- **Exercise objective**:
Report every line below that carries the word "paths".

(Dataset entries)

::::::

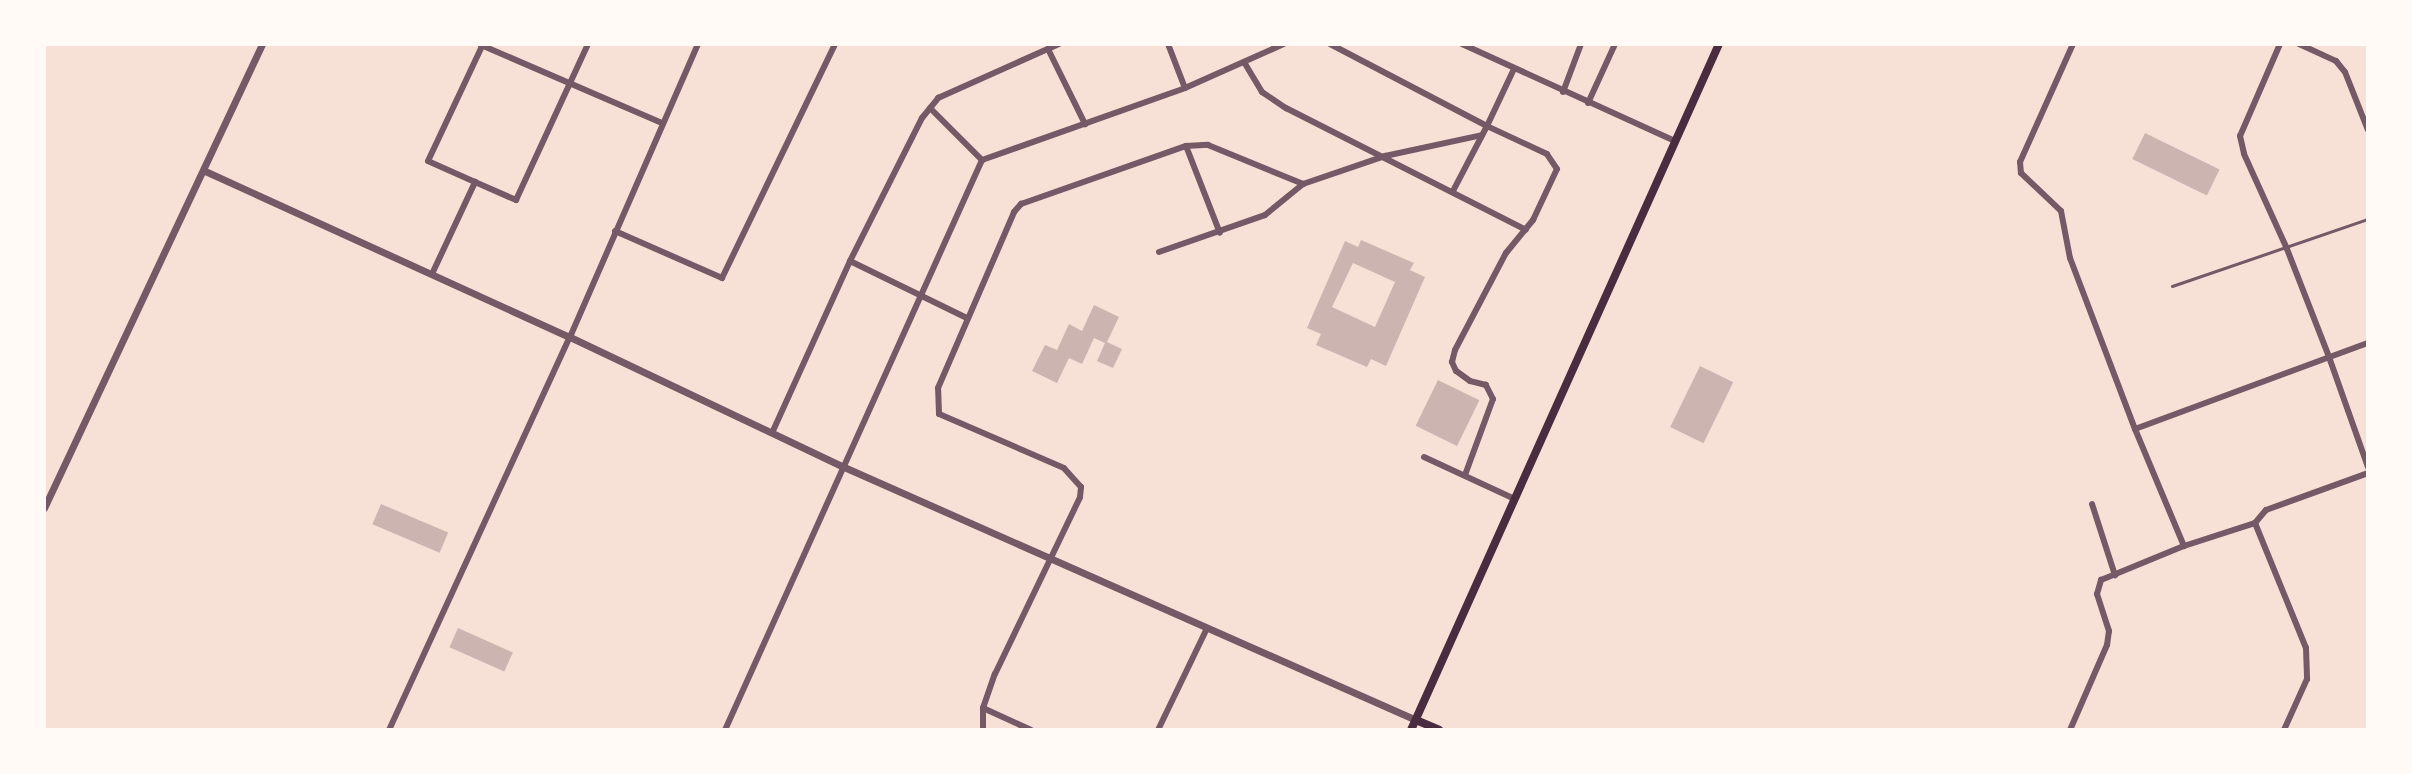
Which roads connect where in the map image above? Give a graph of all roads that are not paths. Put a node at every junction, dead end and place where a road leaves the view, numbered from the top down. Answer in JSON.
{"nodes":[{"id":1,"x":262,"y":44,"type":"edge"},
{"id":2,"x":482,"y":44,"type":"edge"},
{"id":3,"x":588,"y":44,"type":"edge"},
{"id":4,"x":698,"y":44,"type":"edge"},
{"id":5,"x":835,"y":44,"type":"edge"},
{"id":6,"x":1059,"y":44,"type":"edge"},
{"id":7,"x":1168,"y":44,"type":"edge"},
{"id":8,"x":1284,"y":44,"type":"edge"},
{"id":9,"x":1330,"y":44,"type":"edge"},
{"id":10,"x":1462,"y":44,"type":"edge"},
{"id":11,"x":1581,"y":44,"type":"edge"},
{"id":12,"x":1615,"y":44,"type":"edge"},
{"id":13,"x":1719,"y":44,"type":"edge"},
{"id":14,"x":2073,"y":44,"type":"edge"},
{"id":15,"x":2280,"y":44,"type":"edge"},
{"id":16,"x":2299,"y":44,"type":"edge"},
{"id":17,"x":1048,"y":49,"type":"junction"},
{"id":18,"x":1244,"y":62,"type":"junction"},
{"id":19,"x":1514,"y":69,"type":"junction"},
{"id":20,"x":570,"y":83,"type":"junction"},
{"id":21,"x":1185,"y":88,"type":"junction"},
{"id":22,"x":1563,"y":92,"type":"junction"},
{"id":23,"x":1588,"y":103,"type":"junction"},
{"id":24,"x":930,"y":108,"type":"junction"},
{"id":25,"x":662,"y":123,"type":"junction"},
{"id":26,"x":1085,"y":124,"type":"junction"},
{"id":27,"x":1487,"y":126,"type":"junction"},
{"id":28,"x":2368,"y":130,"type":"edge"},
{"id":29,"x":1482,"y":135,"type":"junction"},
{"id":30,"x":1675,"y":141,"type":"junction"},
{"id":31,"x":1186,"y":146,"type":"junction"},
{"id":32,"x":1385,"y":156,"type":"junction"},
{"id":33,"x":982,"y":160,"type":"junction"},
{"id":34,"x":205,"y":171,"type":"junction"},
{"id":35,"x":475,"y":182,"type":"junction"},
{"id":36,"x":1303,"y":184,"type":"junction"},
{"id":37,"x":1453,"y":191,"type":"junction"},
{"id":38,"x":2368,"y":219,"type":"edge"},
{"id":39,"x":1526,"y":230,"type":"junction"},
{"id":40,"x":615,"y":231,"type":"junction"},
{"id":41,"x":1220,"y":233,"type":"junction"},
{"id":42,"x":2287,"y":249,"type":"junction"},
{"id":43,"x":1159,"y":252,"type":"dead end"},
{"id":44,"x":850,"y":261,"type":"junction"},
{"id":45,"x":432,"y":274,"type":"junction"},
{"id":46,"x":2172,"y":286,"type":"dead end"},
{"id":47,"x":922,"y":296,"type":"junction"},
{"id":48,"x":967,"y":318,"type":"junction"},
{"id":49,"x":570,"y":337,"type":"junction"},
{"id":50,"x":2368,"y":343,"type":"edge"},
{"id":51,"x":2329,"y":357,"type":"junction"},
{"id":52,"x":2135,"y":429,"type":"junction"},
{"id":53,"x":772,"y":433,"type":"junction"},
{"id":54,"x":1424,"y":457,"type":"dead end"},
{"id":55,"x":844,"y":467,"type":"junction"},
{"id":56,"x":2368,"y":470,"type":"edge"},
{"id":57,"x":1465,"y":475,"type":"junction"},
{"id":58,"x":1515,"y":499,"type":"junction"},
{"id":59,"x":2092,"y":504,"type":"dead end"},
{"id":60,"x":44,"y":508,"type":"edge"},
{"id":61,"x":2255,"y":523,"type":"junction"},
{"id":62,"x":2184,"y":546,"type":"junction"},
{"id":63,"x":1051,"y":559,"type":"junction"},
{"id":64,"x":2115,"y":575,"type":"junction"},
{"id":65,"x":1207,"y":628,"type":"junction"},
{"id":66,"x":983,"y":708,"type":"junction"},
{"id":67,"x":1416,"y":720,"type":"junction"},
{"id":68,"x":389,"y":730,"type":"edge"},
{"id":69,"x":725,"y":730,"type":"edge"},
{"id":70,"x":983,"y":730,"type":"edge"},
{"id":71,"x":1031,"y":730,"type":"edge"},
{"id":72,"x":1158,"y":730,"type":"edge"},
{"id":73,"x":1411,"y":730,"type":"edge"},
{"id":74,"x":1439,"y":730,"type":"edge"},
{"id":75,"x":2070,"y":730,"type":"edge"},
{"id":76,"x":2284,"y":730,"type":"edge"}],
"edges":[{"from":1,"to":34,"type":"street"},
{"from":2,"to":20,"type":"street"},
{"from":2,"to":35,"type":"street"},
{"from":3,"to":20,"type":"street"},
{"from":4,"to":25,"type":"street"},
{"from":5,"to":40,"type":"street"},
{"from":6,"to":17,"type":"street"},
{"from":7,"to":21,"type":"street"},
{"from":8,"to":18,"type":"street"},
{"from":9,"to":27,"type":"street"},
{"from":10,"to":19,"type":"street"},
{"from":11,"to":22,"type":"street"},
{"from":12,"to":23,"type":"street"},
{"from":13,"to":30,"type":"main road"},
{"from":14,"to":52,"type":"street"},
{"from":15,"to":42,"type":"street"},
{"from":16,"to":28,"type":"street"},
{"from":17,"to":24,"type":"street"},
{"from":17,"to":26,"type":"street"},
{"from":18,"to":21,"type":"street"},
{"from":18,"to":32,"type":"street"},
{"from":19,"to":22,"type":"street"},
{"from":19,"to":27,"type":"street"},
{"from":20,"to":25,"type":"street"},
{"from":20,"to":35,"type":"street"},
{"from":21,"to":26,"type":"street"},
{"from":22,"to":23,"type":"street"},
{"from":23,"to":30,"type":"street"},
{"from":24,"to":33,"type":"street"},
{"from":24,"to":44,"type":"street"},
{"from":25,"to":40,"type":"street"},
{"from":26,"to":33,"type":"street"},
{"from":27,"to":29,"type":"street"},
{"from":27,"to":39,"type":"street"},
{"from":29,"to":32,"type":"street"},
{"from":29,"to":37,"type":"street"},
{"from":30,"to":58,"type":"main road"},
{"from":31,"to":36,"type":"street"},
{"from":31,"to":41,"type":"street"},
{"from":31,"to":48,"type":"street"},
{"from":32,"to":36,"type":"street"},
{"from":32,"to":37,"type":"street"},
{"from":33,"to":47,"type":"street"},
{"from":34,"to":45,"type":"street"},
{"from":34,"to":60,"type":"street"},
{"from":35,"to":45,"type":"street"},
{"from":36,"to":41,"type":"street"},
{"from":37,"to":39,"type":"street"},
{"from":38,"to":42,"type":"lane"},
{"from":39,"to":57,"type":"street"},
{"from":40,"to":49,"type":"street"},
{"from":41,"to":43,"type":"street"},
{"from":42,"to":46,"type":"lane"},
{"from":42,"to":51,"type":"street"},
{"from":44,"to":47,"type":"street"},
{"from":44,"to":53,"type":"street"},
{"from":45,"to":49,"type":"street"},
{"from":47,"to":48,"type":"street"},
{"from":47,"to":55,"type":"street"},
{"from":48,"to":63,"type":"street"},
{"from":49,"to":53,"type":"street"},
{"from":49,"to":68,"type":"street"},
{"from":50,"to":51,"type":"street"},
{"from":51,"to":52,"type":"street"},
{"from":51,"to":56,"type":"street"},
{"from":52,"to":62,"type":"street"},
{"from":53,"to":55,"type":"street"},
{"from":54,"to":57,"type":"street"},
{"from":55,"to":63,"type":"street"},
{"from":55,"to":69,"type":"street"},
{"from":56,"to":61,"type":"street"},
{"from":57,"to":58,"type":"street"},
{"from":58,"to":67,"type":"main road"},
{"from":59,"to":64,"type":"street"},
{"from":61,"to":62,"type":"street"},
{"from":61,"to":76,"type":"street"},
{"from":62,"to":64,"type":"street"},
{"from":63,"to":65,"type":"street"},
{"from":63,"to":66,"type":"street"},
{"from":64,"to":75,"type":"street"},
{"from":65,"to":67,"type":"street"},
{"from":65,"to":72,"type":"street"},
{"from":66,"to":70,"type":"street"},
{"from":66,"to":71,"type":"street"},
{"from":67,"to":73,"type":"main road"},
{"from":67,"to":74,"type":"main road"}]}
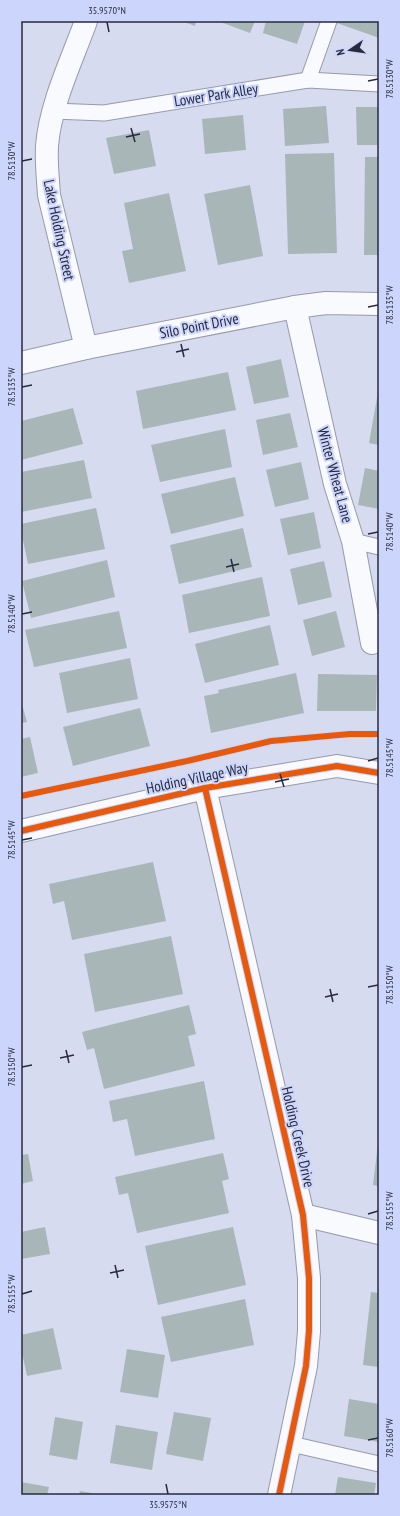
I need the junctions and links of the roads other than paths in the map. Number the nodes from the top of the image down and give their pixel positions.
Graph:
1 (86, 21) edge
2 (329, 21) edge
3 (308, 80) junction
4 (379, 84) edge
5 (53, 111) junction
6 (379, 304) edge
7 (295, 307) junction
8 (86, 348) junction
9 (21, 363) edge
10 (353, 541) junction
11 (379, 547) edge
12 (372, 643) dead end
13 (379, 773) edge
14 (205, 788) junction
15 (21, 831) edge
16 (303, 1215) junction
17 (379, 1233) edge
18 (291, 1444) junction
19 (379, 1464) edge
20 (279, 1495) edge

::::::

- **Solution**:
Which roads connect where in the map image above? Give a graph of all roads that are not paths. Put a node at every junction, dead end and place where a road leaves the view, numbered from the top down. Answer in JSON.
I need the junctions and links of the roads other than paths in the map. Number the nodes from the top of the image down and give their pixel positions.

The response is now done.